-- ASSIGNMENT --
For every record here, output an exact copy.

== Segment start ==

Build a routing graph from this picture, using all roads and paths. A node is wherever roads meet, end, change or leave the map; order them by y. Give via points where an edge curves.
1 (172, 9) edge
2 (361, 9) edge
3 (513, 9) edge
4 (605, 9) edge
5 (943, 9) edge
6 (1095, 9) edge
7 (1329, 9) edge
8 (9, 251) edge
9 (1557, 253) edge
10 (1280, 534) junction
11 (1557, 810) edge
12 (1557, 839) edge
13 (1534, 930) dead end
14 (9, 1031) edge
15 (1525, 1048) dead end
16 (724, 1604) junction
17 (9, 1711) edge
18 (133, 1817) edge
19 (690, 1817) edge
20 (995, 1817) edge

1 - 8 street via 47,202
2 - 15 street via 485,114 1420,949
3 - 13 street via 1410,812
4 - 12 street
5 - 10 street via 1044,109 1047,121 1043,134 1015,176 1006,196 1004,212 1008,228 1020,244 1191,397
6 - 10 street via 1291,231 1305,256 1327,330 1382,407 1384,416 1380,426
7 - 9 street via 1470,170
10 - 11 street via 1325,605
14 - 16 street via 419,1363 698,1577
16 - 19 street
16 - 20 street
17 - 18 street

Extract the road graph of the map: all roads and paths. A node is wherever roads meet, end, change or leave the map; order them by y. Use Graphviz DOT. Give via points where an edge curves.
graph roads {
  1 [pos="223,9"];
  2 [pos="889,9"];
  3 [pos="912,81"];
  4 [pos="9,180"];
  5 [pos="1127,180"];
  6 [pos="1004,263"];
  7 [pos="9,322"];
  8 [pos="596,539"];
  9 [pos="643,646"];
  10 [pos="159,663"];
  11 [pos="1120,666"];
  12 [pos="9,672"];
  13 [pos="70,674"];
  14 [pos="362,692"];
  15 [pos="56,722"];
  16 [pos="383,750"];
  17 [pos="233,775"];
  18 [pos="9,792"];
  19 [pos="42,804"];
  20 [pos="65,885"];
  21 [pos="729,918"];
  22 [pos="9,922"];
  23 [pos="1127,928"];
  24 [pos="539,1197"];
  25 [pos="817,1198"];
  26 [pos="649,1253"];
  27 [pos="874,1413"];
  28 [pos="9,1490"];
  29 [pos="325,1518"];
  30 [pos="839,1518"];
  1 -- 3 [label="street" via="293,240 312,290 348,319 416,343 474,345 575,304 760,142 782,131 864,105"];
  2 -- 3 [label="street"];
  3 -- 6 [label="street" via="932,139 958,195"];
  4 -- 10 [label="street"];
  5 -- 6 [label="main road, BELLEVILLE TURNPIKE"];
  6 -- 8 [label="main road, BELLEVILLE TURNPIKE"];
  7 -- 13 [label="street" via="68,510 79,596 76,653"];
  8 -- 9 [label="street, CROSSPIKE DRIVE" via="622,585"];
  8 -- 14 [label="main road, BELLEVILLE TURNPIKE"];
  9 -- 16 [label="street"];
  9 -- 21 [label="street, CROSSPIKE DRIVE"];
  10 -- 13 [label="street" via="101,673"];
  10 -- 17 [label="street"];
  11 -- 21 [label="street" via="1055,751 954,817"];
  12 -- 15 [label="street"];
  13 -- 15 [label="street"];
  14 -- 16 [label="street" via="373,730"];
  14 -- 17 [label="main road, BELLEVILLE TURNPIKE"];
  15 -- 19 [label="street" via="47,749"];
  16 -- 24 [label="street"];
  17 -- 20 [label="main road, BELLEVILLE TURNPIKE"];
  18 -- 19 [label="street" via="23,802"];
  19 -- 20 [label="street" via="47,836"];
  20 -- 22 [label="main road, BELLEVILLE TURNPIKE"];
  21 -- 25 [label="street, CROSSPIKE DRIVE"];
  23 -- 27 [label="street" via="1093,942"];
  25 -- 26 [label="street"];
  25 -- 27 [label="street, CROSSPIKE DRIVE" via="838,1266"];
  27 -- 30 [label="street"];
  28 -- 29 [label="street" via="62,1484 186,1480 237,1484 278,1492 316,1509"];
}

== Segment end ==

-- REPLY TO THE EXERCISE --
Build a routing graph from this picture, using all roads and paths. A node is wherever roads meet, end, change or leave the map; order them by y. Give via points where an edge curves.
1 (172, 9) edge
2 (361, 9) edge
3 (513, 9) edge
4 (605, 9) edge
5 (943, 9) edge
6 (1095, 9) edge
7 (1329, 9) edge
8 (9, 251) edge
9 (1557, 253) edge
10 (1280, 534) junction
11 (1557, 810) edge
12 (1557, 839) edge
13 (1534, 930) dead end
14 (9, 1031) edge
15 (1525, 1048) dead end
16 (724, 1604) junction
17 (9, 1711) edge
18 (133, 1817) edge
19 (690, 1817) edge
20 (995, 1817) edge

1 - 8 street via 47,202
2 - 15 street via 485,114 1420,949
3 - 13 street via 1410,812
4 - 12 street
5 - 10 street via 1044,109 1047,121 1043,134 1015,176 1006,196 1004,212 1008,228 1020,244 1191,397
6 - 10 street via 1291,231 1305,256 1327,330 1382,407 1384,416 1380,426
7 - 9 street via 1470,170
10 - 11 street via 1325,605
14 - 16 street via 419,1363 698,1577
16 - 19 street
16 - 20 street
17 - 18 street

Extract the road graph of the map: all roads and paths. A node is wherever roads meet, end, change or leave the map; order them by y. Use Graphviz DOT. Give via points where an edge curves.
graph roads {
  1 [pos="223,9"];
  2 [pos="889,9"];
  3 [pos="912,81"];
  4 [pos="9,180"];
  5 [pos="1127,180"];
  6 [pos="1004,263"];
  7 [pos="9,322"];
  8 [pos="596,539"];
  9 [pos="643,646"];
  10 [pos="159,663"];
  11 [pos="1120,666"];
  12 [pos="9,672"];
  13 [pos="70,674"];
  14 [pos="362,692"];
  15 [pos="56,722"];
  16 [pos="383,750"];
  17 [pos="233,775"];
  18 [pos="9,792"];
  19 [pos="42,804"];
  20 [pos="65,885"];
  21 [pos="729,918"];
  22 [pos="9,922"];
  23 [pos="1127,928"];
  24 [pos="539,1197"];
  25 [pos="817,1198"];
  26 [pos="649,1253"];
  27 [pos="874,1413"];
  28 [pos="9,1490"];
  29 [pos="325,1518"];
  30 [pos="839,1518"];
  1 -- 3 [label="street" via="293,240 312,290 348,319 416,343 474,345 575,304 760,142 782,131 864,105"];
  2 -- 3 [label="street"];
  3 -- 6 [label="street" via="932,139 958,195"];
  4 -- 10 [label="street"];
  5 -- 6 [label="main road, BELLEVILLE TURNPIKE"];
  6 -- 8 [label="main road, BELLEVILLE TURNPIKE"];
  7 -- 13 [label="street" via="68,510 79,596 76,653"];
  8 -- 9 [label="street, CROSSPIKE DRIVE" via="622,585"];
  8 -- 14 [label="main road, BELLEVILLE TURNPIKE"];
  9 -- 16 [label="street"];
  9 -- 21 [label="street, CROSSPIKE DRIVE"];
  10 -- 13 [label="street" via="101,673"];
  10 -- 17 [label="street"];
  11 -- 21 [label="street" via="1055,751 954,817"];
  12 -- 15 [label="street"];
  13 -- 15 [label="street"];
  14 -- 16 [label="street" via="373,730"];
  14 -- 17 [label="main road, BELLEVILLE TURNPIKE"];
  15 -- 19 [label="street" via="47,749"];
  16 -- 24 [label="street"];
  17 -- 20 [label="main road, BELLEVILLE TURNPIKE"];
  18 -- 19 [label="street" via="23,802"];
  19 -- 20 [label="street" via="47,836"];
  20 -- 22 [label="main road, BELLEVILLE TURNPIKE"];
  21 -- 25 [label="street, CROSSPIKE DRIVE"];
  23 -- 27 [label="street" via="1093,942"];
  25 -- 26 [label="street"];
  25 -- 27 [label="street, CROSSPIKE DRIVE" via="838,1266"];
  27 -- 30 [label="street"];
  28 -- 29 [label="street" via="62,1484 186,1480 237,1484 278,1492 316,1509"];
}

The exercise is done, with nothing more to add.